Which lines below contain "Kleiststraße"? Pull them out.

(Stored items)
╔══

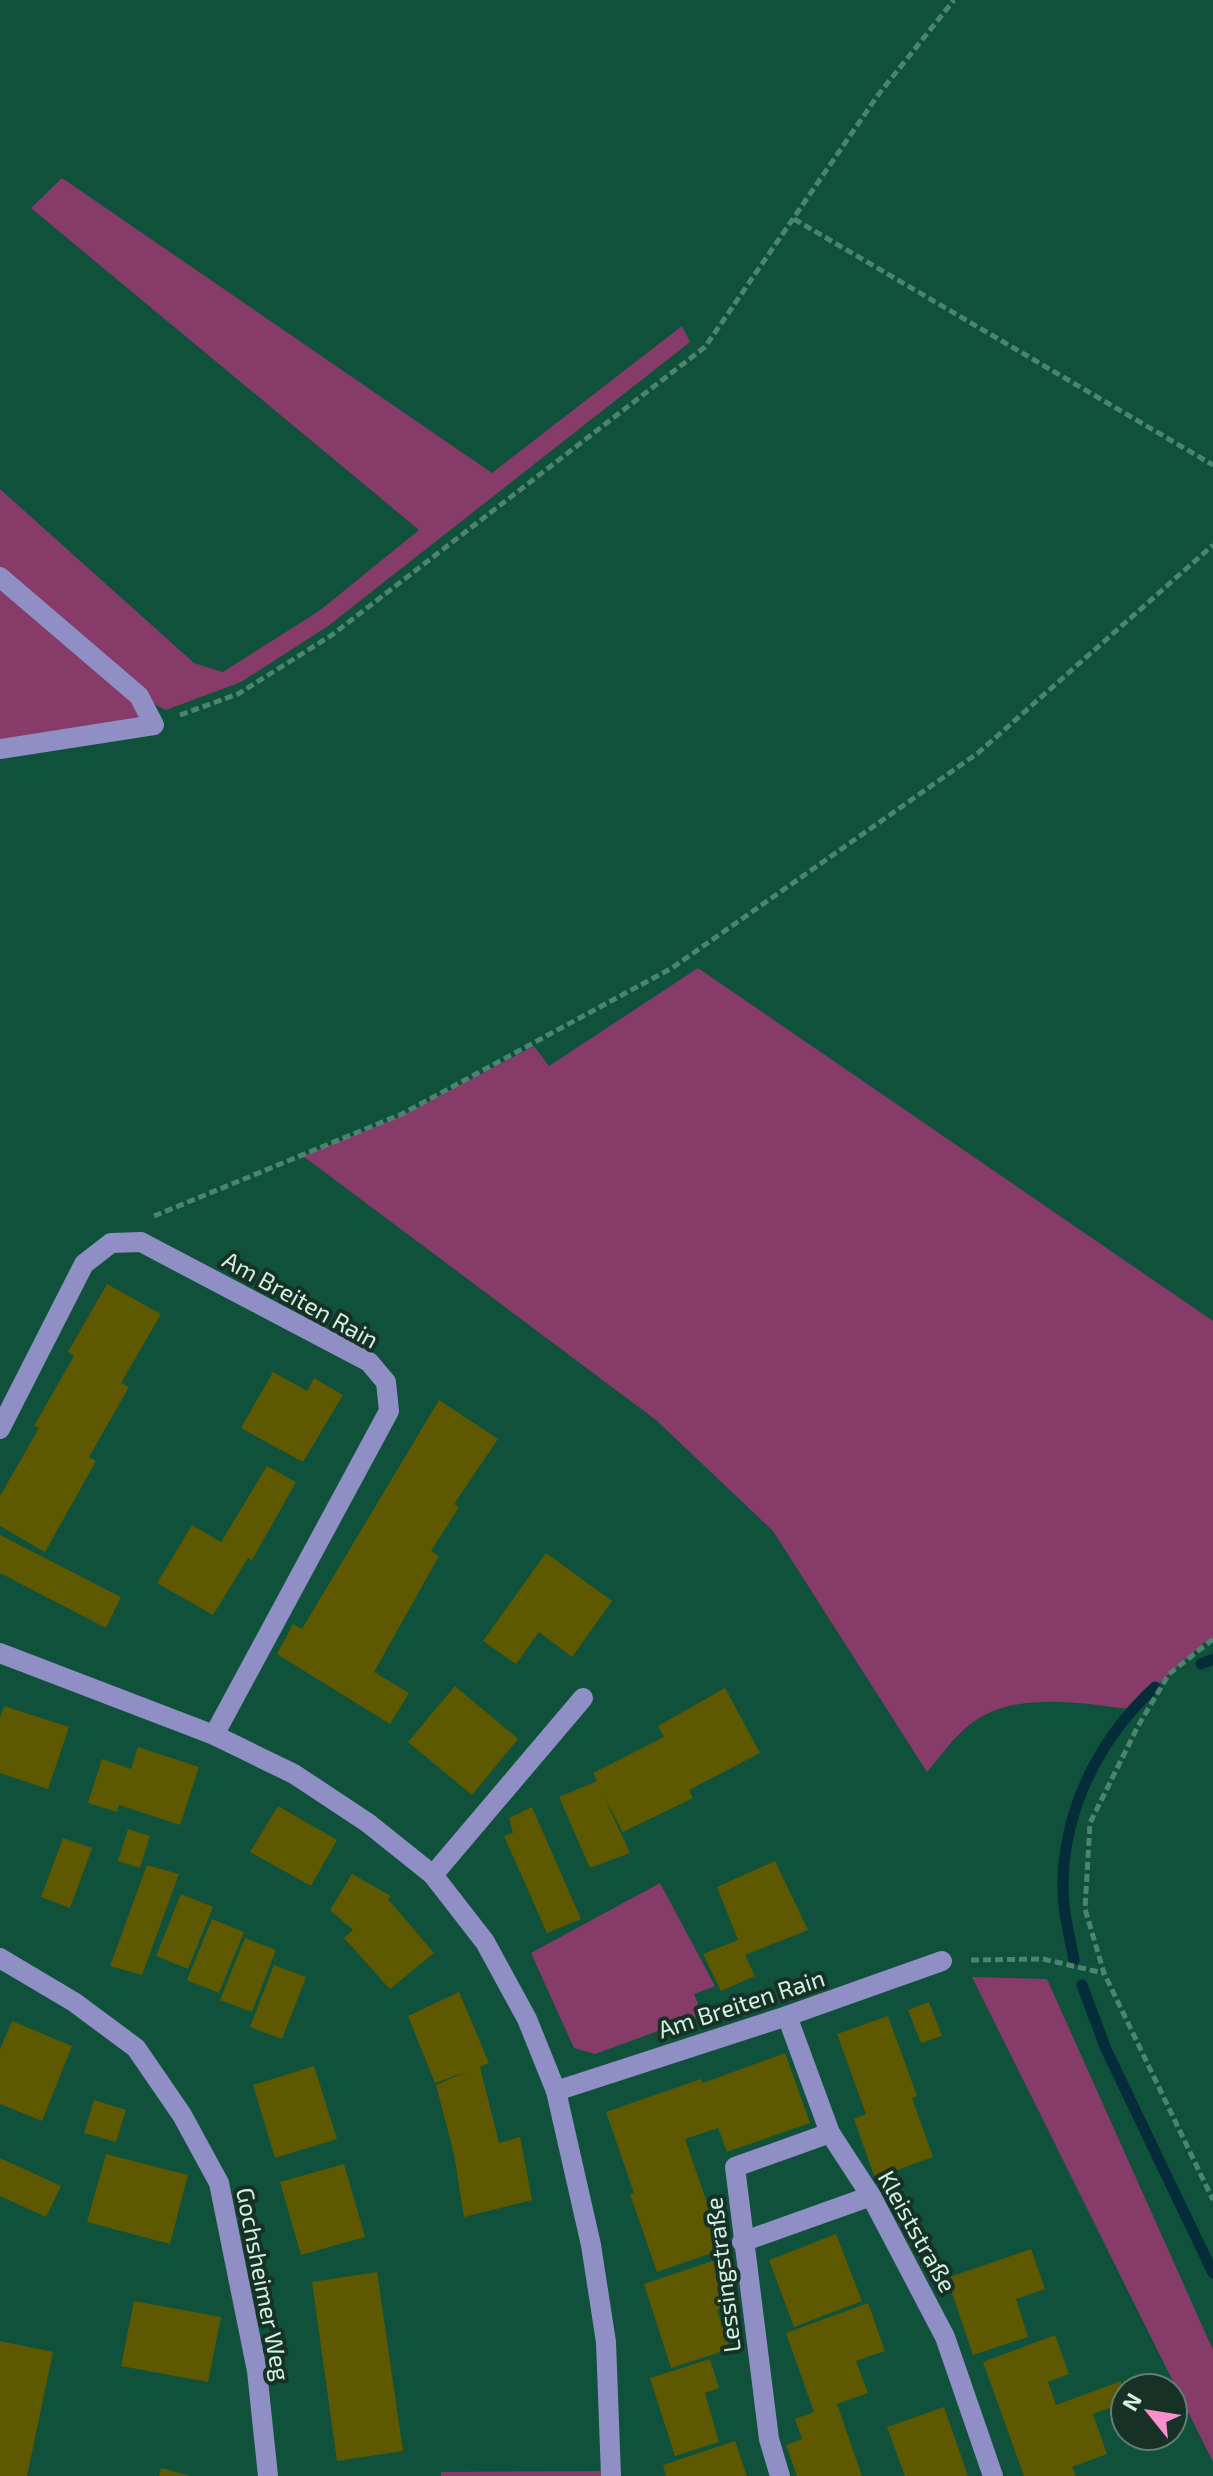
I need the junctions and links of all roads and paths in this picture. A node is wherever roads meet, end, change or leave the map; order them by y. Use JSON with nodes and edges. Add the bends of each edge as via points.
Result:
{"nodes":[{"id":1,"x":954,"y":0,"type":"edge"},
{"id":2,"x":794,"y":219,"type":"junction"},
{"id":3,"x":1213,"y":465,"type":"edge"},
{"id":4,"x":1213,"y":545,"type":"edge"},
{"id":5,"x":0,"y":577,"type":"edge"},
{"id":6,"x":154,"y":725,"type":"junction"},
{"id":7,"x":0,"y":749,"type":"edge"},
{"id":8,"x":141,"y":1242,"type":"junction"},
{"id":9,"x":0,"y":1429,"type":"edge"},
{"id":10,"x":1213,"y":1639,"type":"edge"},
{"id":11,"x":0,"y":1653,"type":"edge"},
{"id":12,"x":583,"y":1698,"type":"dead end"},
{"id":13,"x":214,"y":1735,"type":"junction"},
{"id":14,"x":433,"y":1875,"type":"junction"},
{"id":15,"x":0,"y":1958,"type":"edge"},
{"id":16,"x":942,"y":1961,"type":"joint"},
{"id":17,"x":1104,"y":1973,"type":"junction"},
{"id":18,"x":787,"y":2016,"type":"junction"},
{"id":19,"x":556,"y":2091,"type":"junction"},
{"id":20,"x":830,"y":2133,"type":"junction"},
{"id":21,"x":871,"y":2196,"type":"junction"},
{"id":22,"x":1213,"y":2200,"type":"edge"},
{"id":23,"x":742,"y":2242,"type":"junction"},
{"id":24,"x":268,"y":2476,"type":"edge"},
{"id":25,"x":611,"y":2476,"type":"edge"},
{"id":26,"x":780,"y":2476,"type":"edge"},
{"id":27,"x":993,"y":2476,"type":"edge"}],
"edges":[{"from":1,"to":2,"type":"path","via":[[878,95]]},
{"from":2,"to":3,"type":"path"},
{"from":2,"to":6,"type":"path","via":[[705,347],[332,635],[238,694]]},
{"from":4,"to":8,"type":"path","via":[[978,753],[672,968],[402,1114],[153,1217]]},
{"from":5,"to":6,"type":"street","via":[[139,696]]},
{"from":6,"to":7,"type":"street"},
{"from":8,"to":9,"type":"street","via":[[111,1243],[84,1264]]},
{"from":8,"to":13,"type":"street","name":"Am Breiten Rain","via":[[369,1362],[386,1382],[389,1411]]},
{"from":10,"to":17,"type":"path","via":[[1169,1674],[1090,1823],[1085,1909]]},
{"from":11,"to":13,"type":"street"},
{"from":12,"to":14,"type":"street"},
{"from":13,"to":14,"type":"street","via":[[294,1774]]},
{"from":14,"to":19,"type":"street","via":[[485,1942],[527,2019]]},
{"from":15,"to":24,"type":"street","name":"Gochsheimer Weg","via":[[74,2002],[136,2048],[182,2115],[219,2183],[257,2371]]},
{"from":16,"to":17,"type":"path","via":[[1043,1959]]},
{"from":16,"to":18,"type":"street","name":"Am Breiten Rain"},
{"from":17,"to":22,"type":"path"},
{"from":18,"to":19,"type":"street","name":"Am Breiten Rain"},
{"from":18,"to":20,"type":"street","name":"Kleiststraße"},
{"from":19,"to":25,"type":"street","via":[[591,2245],[606,2342]]},
{"from":20,"to":21,"type":"street","name":"Kleiststraße"},
{"from":20,"to":23,"type":"street","name":"Lessingstraße","via":[[735,2167]]},
{"from":21,"to":23,"type":"street"},
{"from":21,"to":27,"type":"street","name":"Kleiststraße","via":[[945,2337]]},
{"from":23,"to":26,"type":"street","name":"Lessingstraße","via":[[769,2439]]}]}
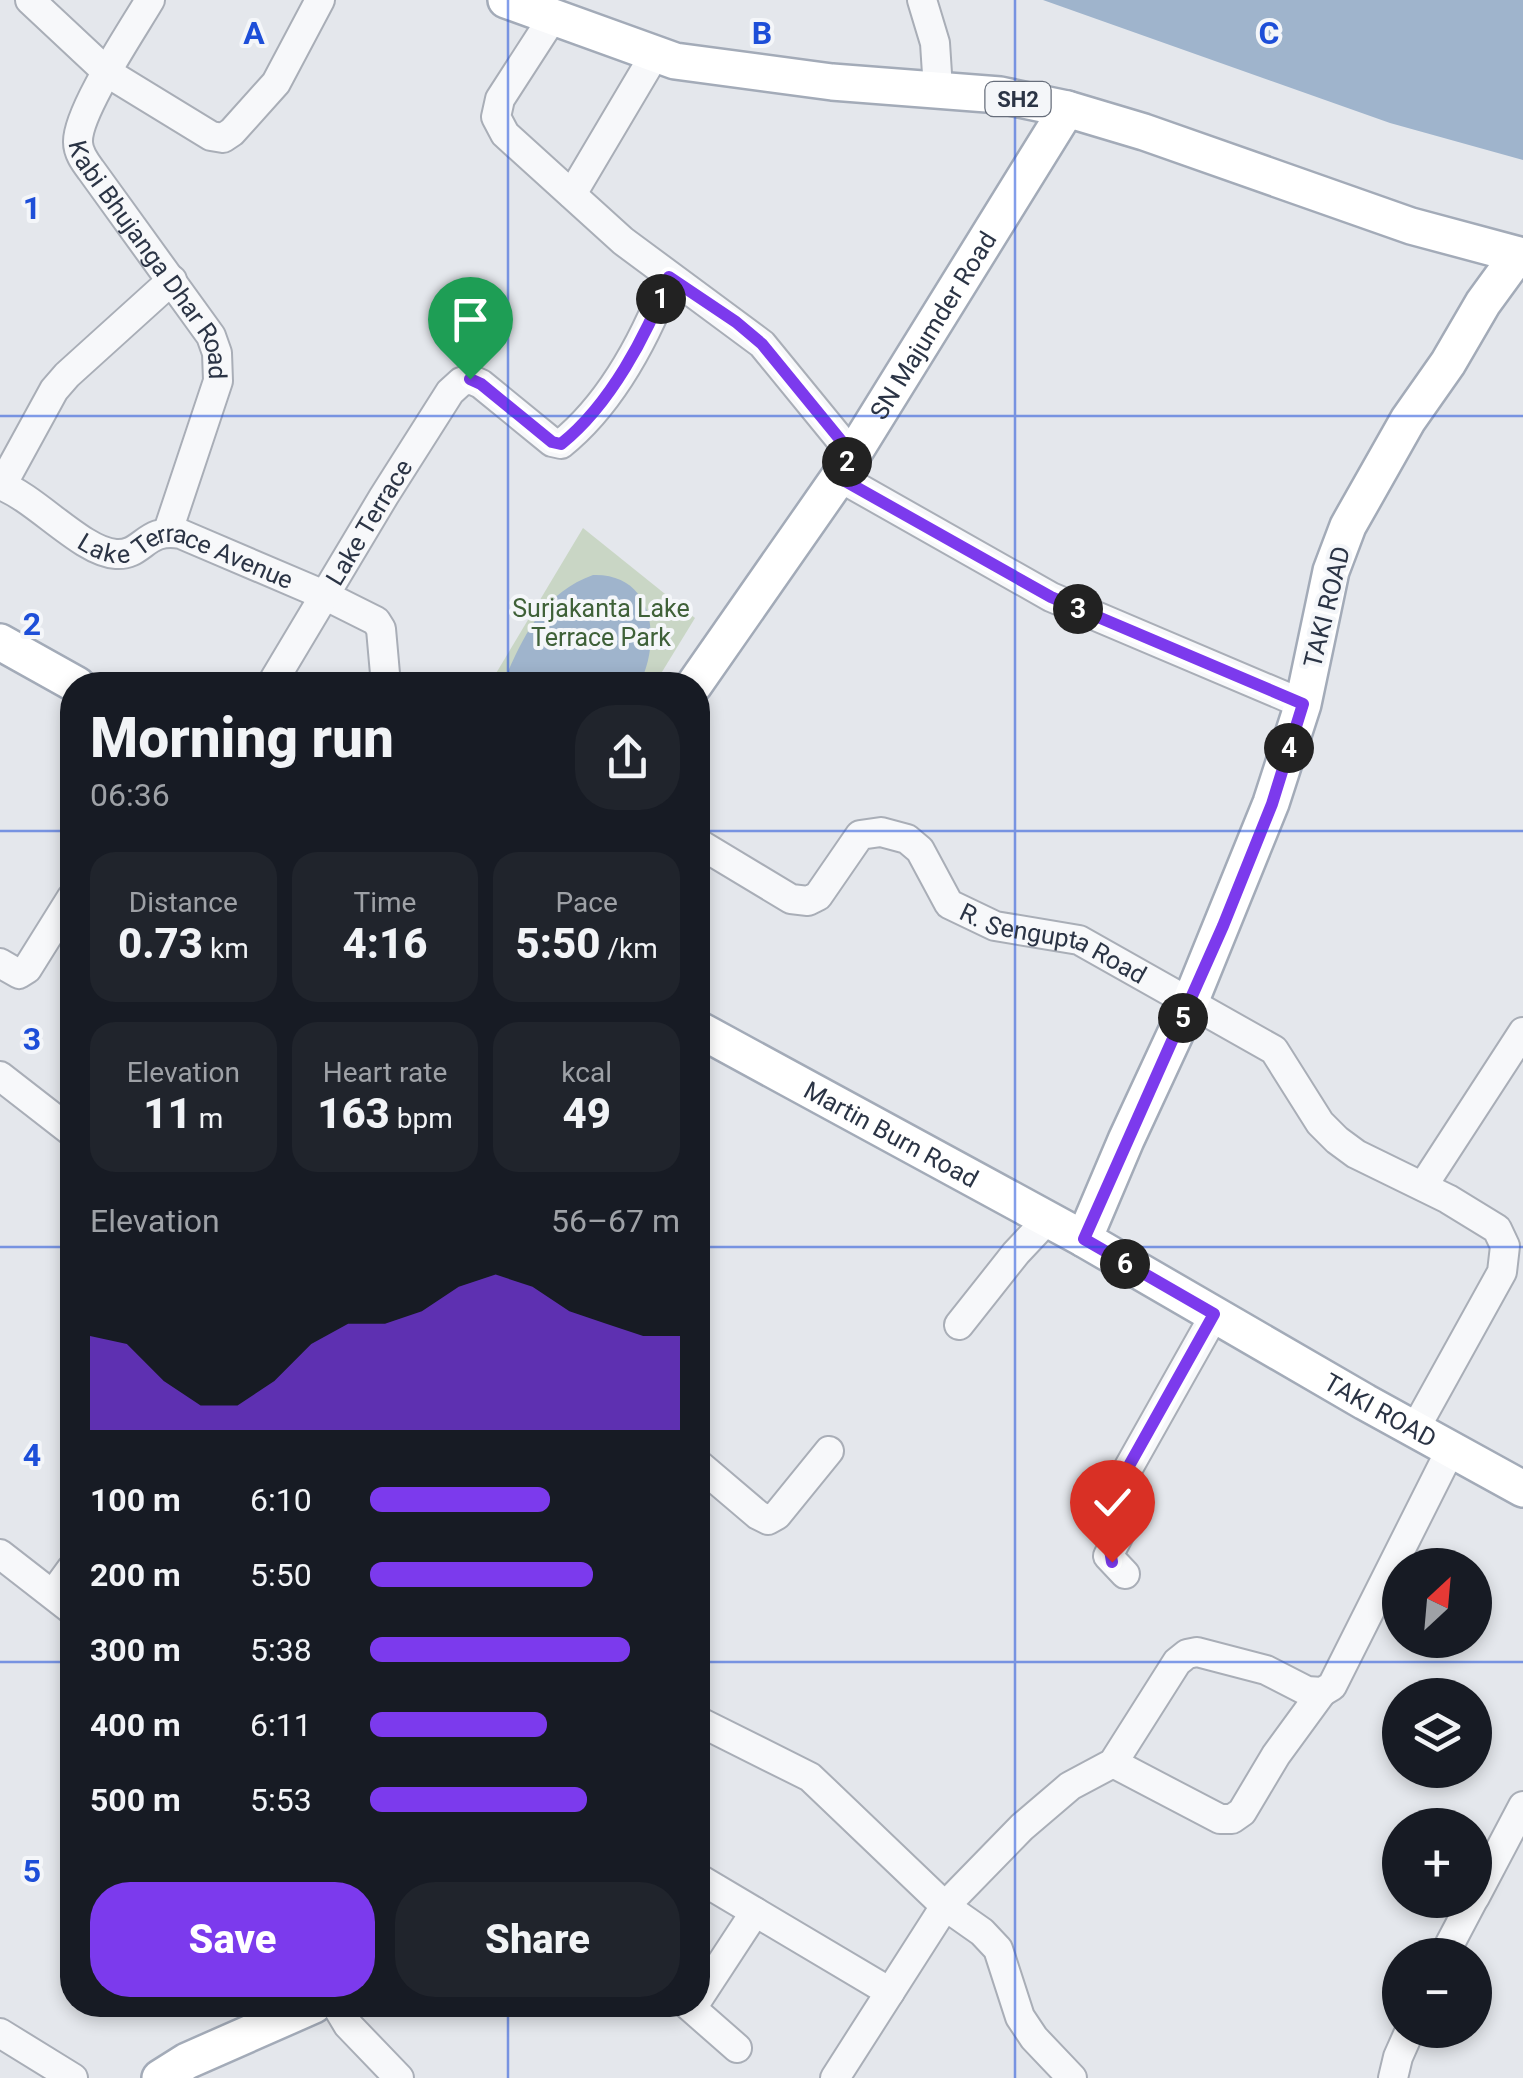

╚══

▸ Solution to the exercise
{"from":18,"to":20,"type":"street","name":"Kleiststraße"},
{"from":20,"to":21,"type":"street","name":"Kleiststraße"},
{"from":21,"to":27,"type":"street","name":"Kleiststraße","via":[[945,2337]]},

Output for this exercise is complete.